Extracted information>
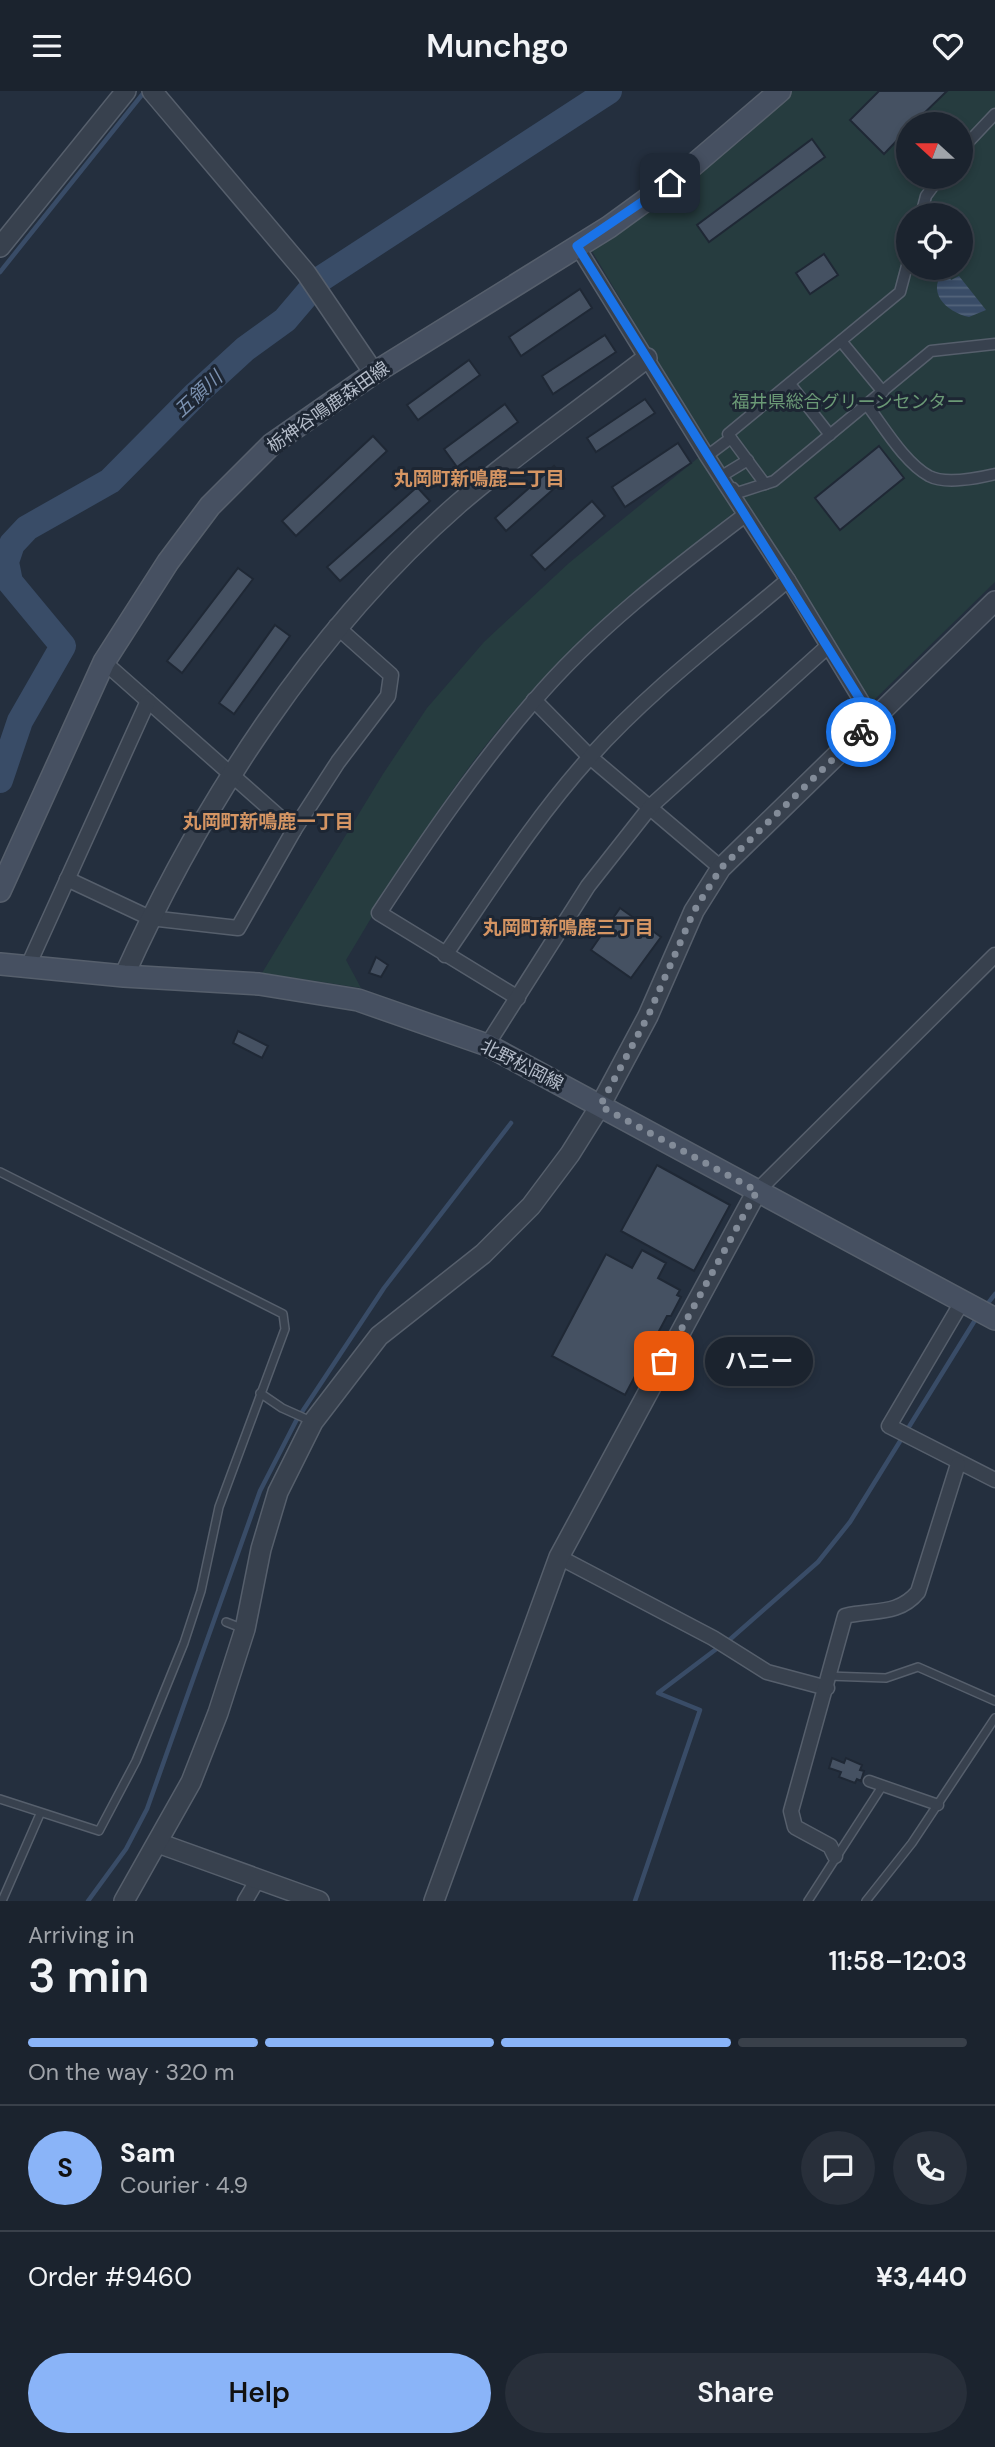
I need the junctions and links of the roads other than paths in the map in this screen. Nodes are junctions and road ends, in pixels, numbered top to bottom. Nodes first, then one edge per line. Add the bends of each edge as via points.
1 (126, 91) edge
2 (152, 91) edge
3 (780, 91) edge
4 (995, 114) edge
5 (973, 137) edge
6 (577, 246) junction
7 (0, 247) edge
8 (903, 280) edge
9 (841, 341) junction
10 (995, 344) edge
11 (647, 358) junction
12 (374, 373) junction
13 (790, 384) junction
14 (883, 392) junction
15 (867, 405) junction
16 (830, 435) junction
17 (731, 438) junction
18 (707, 456) junction
19 (748, 460) junction
20 (995, 474) edge
21 (724, 483) junction
22 (765, 484) junction
23 (745, 516) junction
24 (788, 580) junction
25 (995, 601) edge
26 (336, 626) junction
27 (827, 647) junction
28 (104, 662) junction
29 (534, 700) junction
30 (148, 701) junction
31 (873, 720) junction
32 (590, 757) junction
33 (231, 774) junction
34 (650, 806) junction
35 (294, 829) junction
36 (721, 868) junction
37 (67, 879) junction
38 (0, 891) edge
39 (150, 918) junction
40 (445, 955) junction
41 (995, 955) edge
42 (0, 964) edge
43 (28, 966) junction
44 (124, 976) junction
45 (517, 998) junction
46 (487, 1045) junction
47 (600, 1106) junction
48 (0, 1172) edge
49 (757, 1191) junction
50 (962, 1302) junction
51 (995, 1319) edge
52 (260, 1393) junction
53 (313, 1422) junction
54 (958, 1464) junction
55 (995, 1479) edge
56 (559, 1557) junction
57 (226, 1622) dead end
58 (245, 1629) junction
59 (827, 1682) junction
60 (995, 1701) edge
61 (995, 1718) edge
62 (869, 1781) dead end
63 (883, 1785) junction
64 (0, 1798) edge
65 (937, 1805) junction
66 (40, 1814) junction
67 (158, 1843) junction
68 (835, 1856) junction
69 (258, 1879) junction
70 (2, 1901) edge
71 (124, 1901) edge
72 (245, 1901) edge
73 (320, 1901) edge
74 (434, 1901) edge
75 (808, 1901) edge
76 (866, 1901) edge

1 - 7 street
2 - 12 street via 306,273
3 - 6 main road, 栃神谷鳴鹿森田線 via 691,168
4 - 5 street
6 - 11 street
6 - 12 main road, 栃神谷鳴鹿森田線
8 - 9 street via 900,292
9 - 13 street
9 - 14 street
10 - 14 street via 931,351
11 - 18 street
11 - 26 street via 458,505
12 - 28 main road, 栃神谷鳴鹿森田線 via 272,444 210,506
13 - 16 street
13 - 17 street via 729,434
14 - 15 street
15 - 16 street
15 - 20 street via 930,477 956,480
16 - 22 street
17 - 18 street
17 - 19 street
18 - 21 street
19 - 21 street
19 - 22 street
21 - 22 street via 737,493
21 - 23 street
23 - 24 street
23 - 29 street via 608,625
24 - 27 street
24 - 32 street via 668,681
25 - 31 street
26 - 33 street
26 - 35 street via 391,675 388,696
27 - 31 street
27 - 34 street
28 - 30 street
28 - 38 main road, 栃神谷鳴鹿森田線
29 - 32 street
29 - 40 street via 452,804 379,913
30 - 33 street
30 - 37 street
31 - 36 street
32 - 34 street
32 - 40 street via 523,841
33 - 35 street
33 - 39 street
34 - 36 street
34 - 45 street via 588,886
35 - 39 street via 238,928
36 - 47 street via 694,911 648,1016
37 - 39 street
37 - 43 street
39 - 44 street
40 - 45 street
41 - 49 street
42 - 43 main road, 北野松岡線
43 - 44 main road, 北野松岡線
44 - 46 main road, 北野松岡線 via 259,984 358,1000
45 - 46 street
46 - 47 main road, 北野松岡線
47 - 49 main road, 北野松岡線
47 - 53 street via 531,1206 483,1254 379,1336
48 - 52 lane via 283,1314 282,1338
49 - 50 main road, 北野松岡線
49 - 56 street
50 - 51 main road, 北野松岡線
50 - 54 street via 889,1426
52 - 53 lane
52 - 66 lane via 219,1507 201,1591 184,1643 130,1773 99,1831
53 - 58 street via 278,1492
54 - 55 street
54 - 59 street via 918,1592 909,1604 893,1611 845,1616
56 - 59 street via 767,1672
56 - 74 street
57 - 58 lane
58 - 67 street via 195,1770
59 - 60 lane via 886,1678 918,1667
59 - 68 street via 791,1811 795,1827 830,1846
61 - 65 lane
62 - 63 street
63 - 65 street
63 - 68 lane
64 - 66 lane
65 - 76 lane
66 - 70 lane
67 - 69 street
67 - 71 street
68 - 75 lane
69 - 72 street
69 - 73 street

Your goal> Give back the whole listing exactly as it stands. No pictures belong in the copy.

Response area>
I need the junctions and links of the roads other than paths in the map in this screen. Nodes are junctions and road ends, in pixels, numbered top to bottom. Nodes first, then one edge per line. Add the bends of each edge as via points.
1 (126, 91) edge
2 (152, 91) edge
3 (780, 91) edge
4 (995, 114) edge
5 (973, 137) edge
6 (577, 246) junction
7 (0, 247) edge
8 (903, 280) edge
9 (841, 341) junction
10 (995, 344) edge
11 (647, 358) junction
12 (374, 373) junction
13 (790, 384) junction
14 (883, 392) junction
15 (867, 405) junction
16 (830, 435) junction
17 (731, 438) junction
18 (707, 456) junction
19 (748, 460) junction
20 (995, 474) edge
21 (724, 483) junction
22 (765, 484) junction
23 (745, 516) junction
24 (788, 580) junction
25 (995, 601) edge
26 (336, 626) junction
27 (827, 647) junction
28 (104, 662) junction
29 (534, 700) junction
30 (148, 701) junction
31 (873, 720) junction
32 (590, 757) junction
33 (231, 774) junction
34 (650, 806) junction
35 (294, 829) junction
36 (721, 868) junction
37 (67, 879) junction
38 (0, 891) edge
39 (150, 918) junction
40 (445, 955) junction
41 (995, 955) edge
42 (0, 964) edge
43 (28, 966) junction
44 (124, 976) junction
45 (517, 998) junction
46 (487, 1045) junction
47 (600, 1106) junction
48 (0, 1172) edge
49 (757, 1191) junction
50 (962, 1302) junction
51 (995, 1319) edge
52 (260, 1393) junction
53 (313, 1422) junction
54 (958, 1464) junction
55 (995, 1479) edge
56 (559, 1557) junction
57 (226, 1622) dead end
58 (245, 1629) junction
59 (827, 1682) junction
60 (995, 1701) edge
61 (995, 1718) edge
62 (869, 1781) dead end
63 (883, 1785) junction
64 (0, 1798) edge
65 (937, 1805) junction
66 (40, 1814) junction
67 (158, 1843) junction
68 (835, 1856) junction
69 (258, 1879) junction
70 (2, 1901) edge
71 (124, 1901) edge
72 (245, 1901) edge
73 (320, 1901) edge
74 (434, 1901) edge
75 (808, 1901) edge
76 (866, 1901) edge

1 - 7 street
2 - 12 street via 306,273
3 - 6 main road, 栃神谷鳴鹿森田線 via 691,168
4 - 5 street
6 - 11 street
6 - 12 main road, 栃神谷鳴鹿森田線
8 - 9 street via 900,292
9 - 13 street
9 - 14 street
10 - 14 street via 931,351
11 - 18 street
11 - 26 street via 458,505
12 - 28 main road, 栃神谷鳴鹿森田線 via 272,444 210,506
13 - 16 street
13 - 17 street via 729,434
14 - 15 street
15 - 16 street
15 - 20 street via 930,477 956,480
16 - 22 street
17 - 18 street
17 - 19 street
18 - 21 street
19 - 21 street
19 - 22 street
21 - 22 street via 737,493
21 - 23 street
23 - 24 street
23 - 29 street via 608,625
24 - 27 street
24 - 32 street via 668,681
25 - 31 street
26 - 33 street
26 - 35 street via 391,675 388,696
27 - 31 street
27 - 34 street
28 - 30 street
28 - 38 main road, 栃神谷鳴鹿森田線
29 - 32 street
29 - 40 street via 452,804 379,913
30 - 33 street
30 - 37 street
31 - 36 street
32 - 34 street
32 - 40 street via 523,841
33 - 35 street
33 - 39 street
34 - 36 street
34 - 45 street via 588,886
35 - 39 street via 238,928
36 - 47 street via 694,911 648,1016
37 - 39 street
37 - 43 street
39 - 44 street
40 - 45 street
41 - 49 street
42 - 43 main road, 北野松岡線
43 - 44 main road, 北野松岡線
44 - 46 main road, 北野松岡線 via 259,984 358,1000
45 - 46 street
46 - 47 main road, 北野松岡線
47 - 49 main road, 北野松岡線
47 - 53 street via 531,1206 483,1254 379,1336
48 - 52 lane via 283,1314 282,1338
49 - 50 main road, 北野松岡線
49 - 56 street
50 - 51 main road, 北野松岡線
50 - 54 street via 889,1426
52 - 53 lane
52 - 66 lane via 219,1507 201,1591 184,1643 130,1773 99,1831
53 - 58 street via 278,1492
54 - 55 street
54 - 59 street via 918,1592 909,1604 893,1611 845,1616
56 - 59 street via 767,1672
56 - 74 street
57 - 58 lane
58 - 67 street via 195,1770
59 - 60 lane via 886,1678 918,1667
59 - 68 street via 791,1811 795,1827 830,1846
61 - 65 lane
62 - 63 street
63 - 65 street
63 - 68 lane
64 - 66 lane
65 - 76 lane
66 - 70 lane
67 - 69 street
67 - 71 street
68 - 75 lane
69 - 72 street
69 - 73 street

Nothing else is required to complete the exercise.